MATERIAL SUPPLIED:
☆ ☆ ☆ ☆ ☆
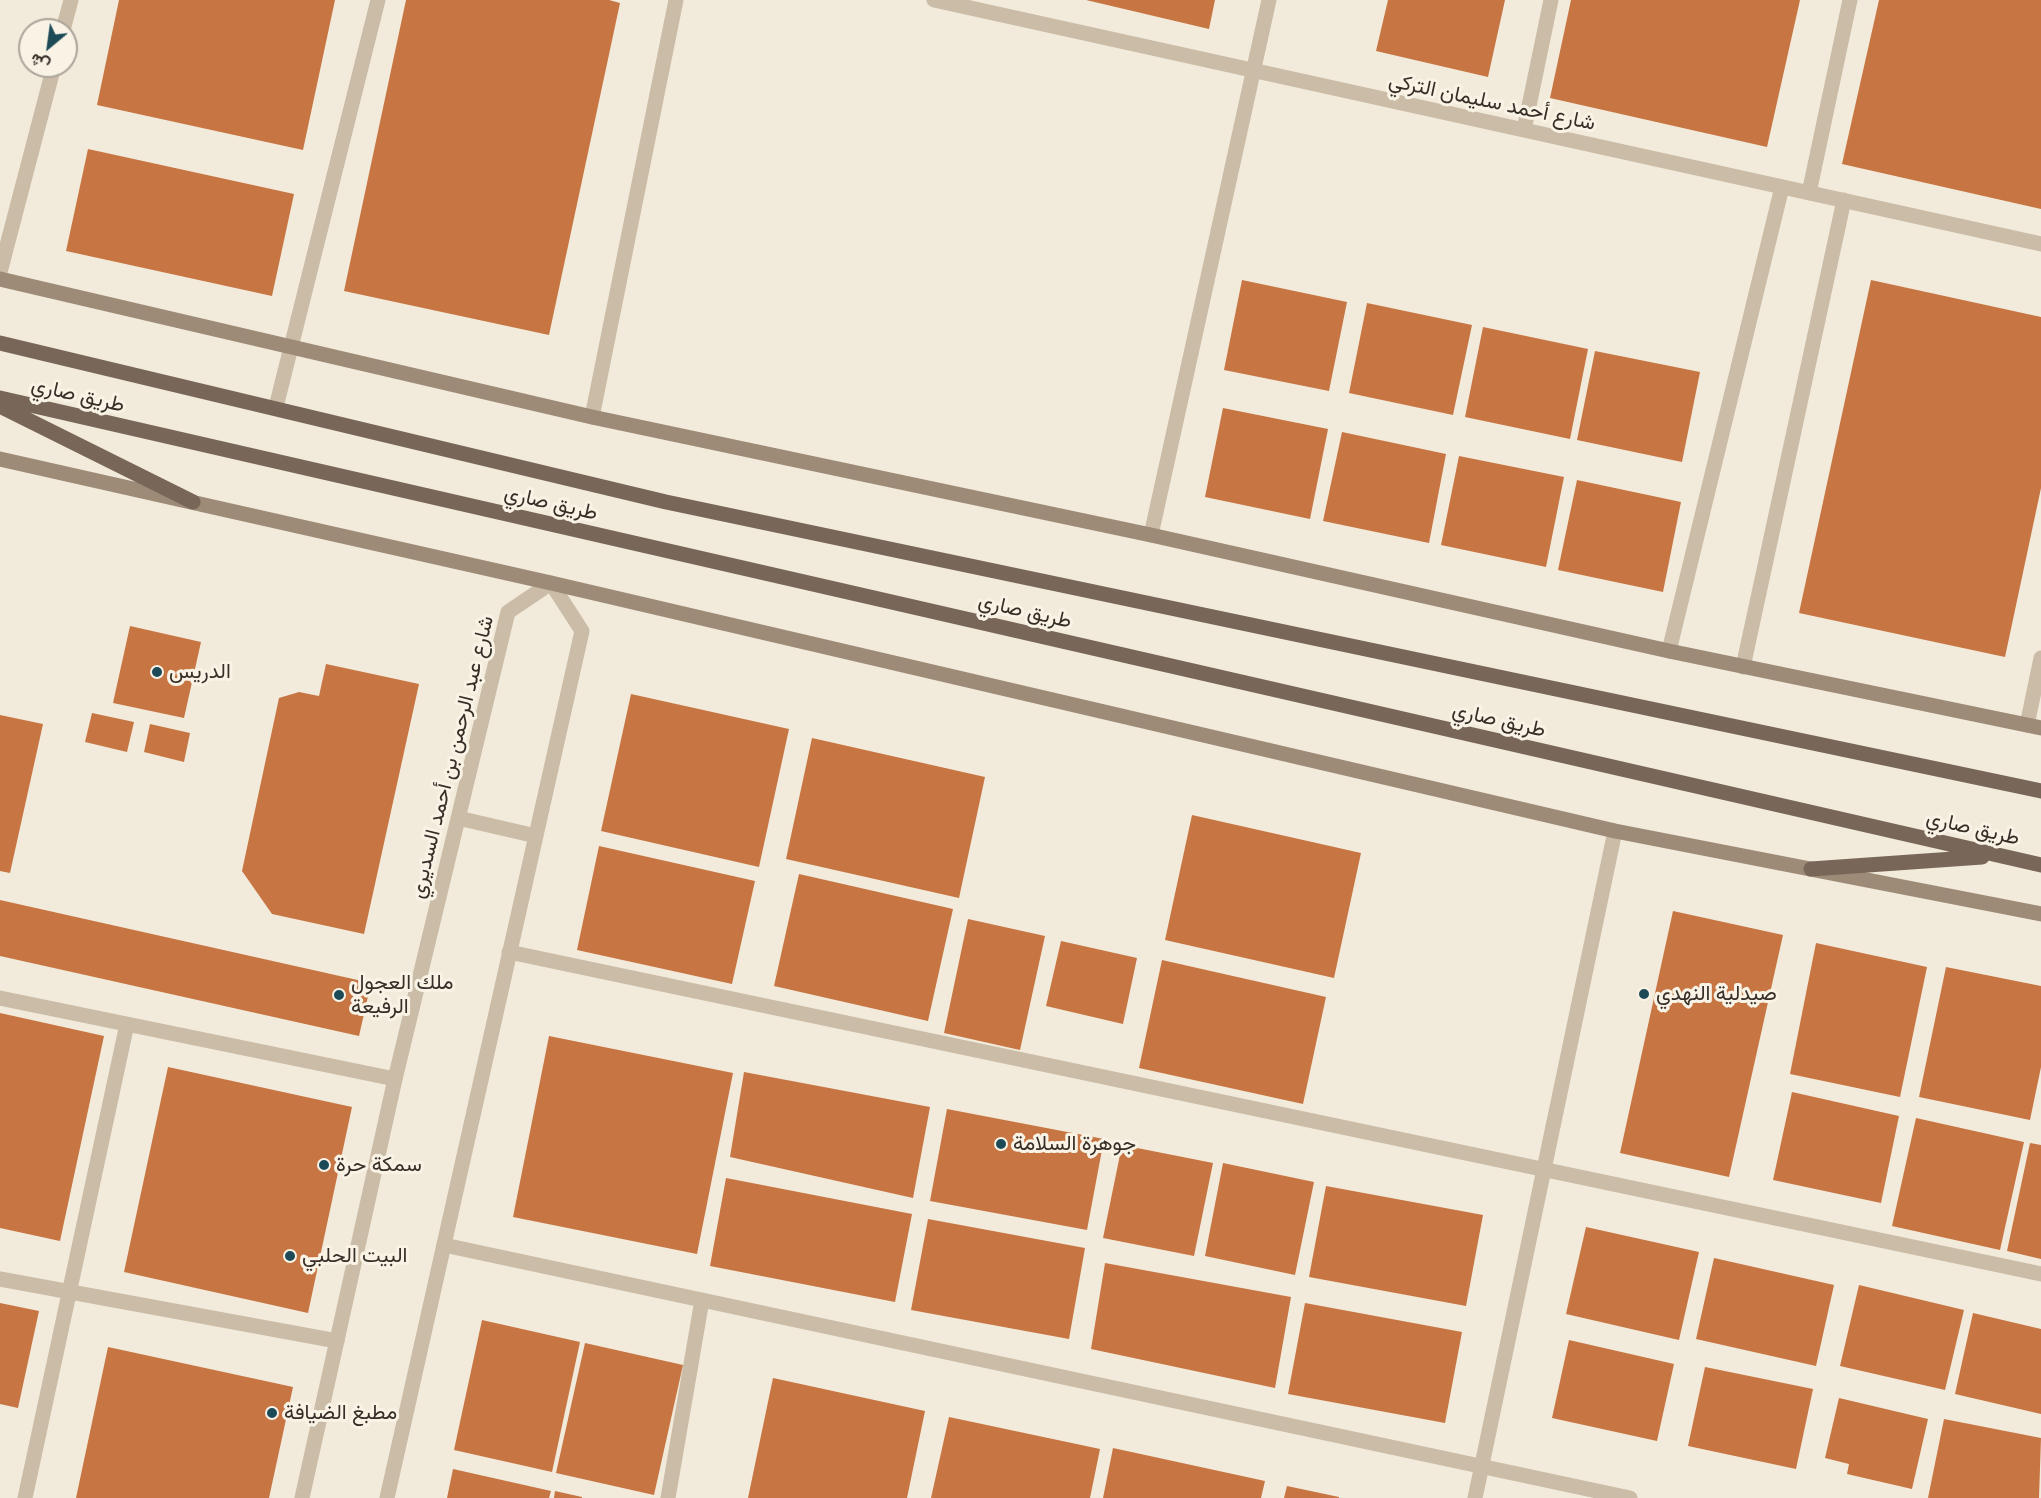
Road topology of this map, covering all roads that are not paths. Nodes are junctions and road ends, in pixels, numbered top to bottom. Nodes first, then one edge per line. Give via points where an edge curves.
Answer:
1 (71, 0) edge
2 (378, 0) edge
3 (676, 0) edge
4 (934, 0) edge
5 (1269, 0) edge
6 (1551, 0) edge
7 (1850, 0) edge
8 (66, 18) edge
9 (1254, 71) junction
10 (51, 78) edge
11 (1524, 130) junction
12 (1782, 187) junction
13 (1809, 193) junction
14 (1844, 200) junction
15 (2041, 244) edge
16 (0, 272) edge
17 (0, 279) edge
18 (0, 343) edge
19 (291, 345) junction
20 (0, 399) edge
21 (0, 405) edge
22 (276, 408) junction
23 (592, 417) junction
24 (0, 459) edge
25 (194, 502) junction
26 (1151, 535) junction
27 (551, 583) junction
28 (1669, 651) junction
29 (2041, 658) edge
30 (1743, 667) junction
31 (2034, 726) edge
32 (2041, 791) edge
33 (458, 818) junction
34 (1615, 831) junction
35 (536, 836) junction
36 (2000, 856) junction
37 (2041, 865) edge
38 (1811, 869) junction
39 (2041, 914) edge
40 (509, 952) junction
41 (0, 998) edge
42 (127, 1024) junction
43 (394, 1079) junction
44 (1545, 1170) junction
45 (444, 1245) junction
46 (2041, 1274) edge
47 (0, 1279) edge
48 (69, 1292) junction
49 (702, 1300) junction
50 (337, 1341) junction
51 (1482, 1466) junction
52 (25, 1498) edge
53 (302, 1498) edge
54 (387, 1498) edge
55 (668, 1498) edge
56 (1475, 1498) edge
57 (1630, 1498) edge

1 - 8 street
2 - 19 street
3 - 23 street
4 - 9 street, شارع أحمد سليمان التركي
5 - 9 street
6 - 11 street
7 - 13 street
9 - 11 street, شارع أحمد سليمان التركي
9 - 26 street
10 - 16 street
11 - 12 street, شارع أحمد سليمان التركي
12 - 13 street, شارع أحمد سليمان التركي
12 - 28 street
13 - 14 street, شارع أحمد سليمان التركي
14 - 15 street, شارع أحمد سليمان التركي
14 - 30 street
17 - 19 main road
18 - 22 main road, طريق صاري
19 - 22 street
19 - 23 main road
20 - 36 main road, طريق صاري
21 - 25 main road
22 - 32 main road, طريق صاري via 666,502
23 - 26 main road
24 - 25 main road
25 - 27 main road
26 - 28 main road
27 - 33 street, شارع عبد الرحمن بن أحمد السديري via 508,612
27 - 34 main road
27 - 35 street via 582,631
28 - 30 main road
29 - 31 street
30 - 31 main road
33 - 35 street
33 - 43 street, شارع عبد الرحمن بن أحمد السديري
34 - 38 main road
34 - 44 street
35 - 40 street
36 - 37 main road, طريق صاري
36 - 38 main road
38 - 39 main road
40 - 44 street
40 - 45 street
41 - 42 street
42 - 43 street
42 - 48 street
43 - 50 street, شارع عبد الرحمن بن أحمد السديري
44 - 46 street
44 - 51 street
45 - 49 street
45 - 54 street
47 - 48 street
48 - 50 street
48 - 52 street
49 - 51 street
49 - 55 street
50 - 53 street, شارع عبد الرحمن بن أحمد السديري
51 - 56 street
51 - 57 street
☆ ☆ ☆ ☆ ☆
TASK TO CARRY OUT:
Show all lines in the entries above where the word "السديري" appears.

SOLUTION TO THIS PROBLEM:
27 - 33 street, شارع عبد الرحمن بن أحمد السديري via 508,612
33 - 43 street, شارع عبد الرحمن بن أحمد السديري
43 - 50 street, شارع عبد الرحمن بن أحمد السديري
50 - 53 street, شارع عبد الرحمن بن أحمد السديري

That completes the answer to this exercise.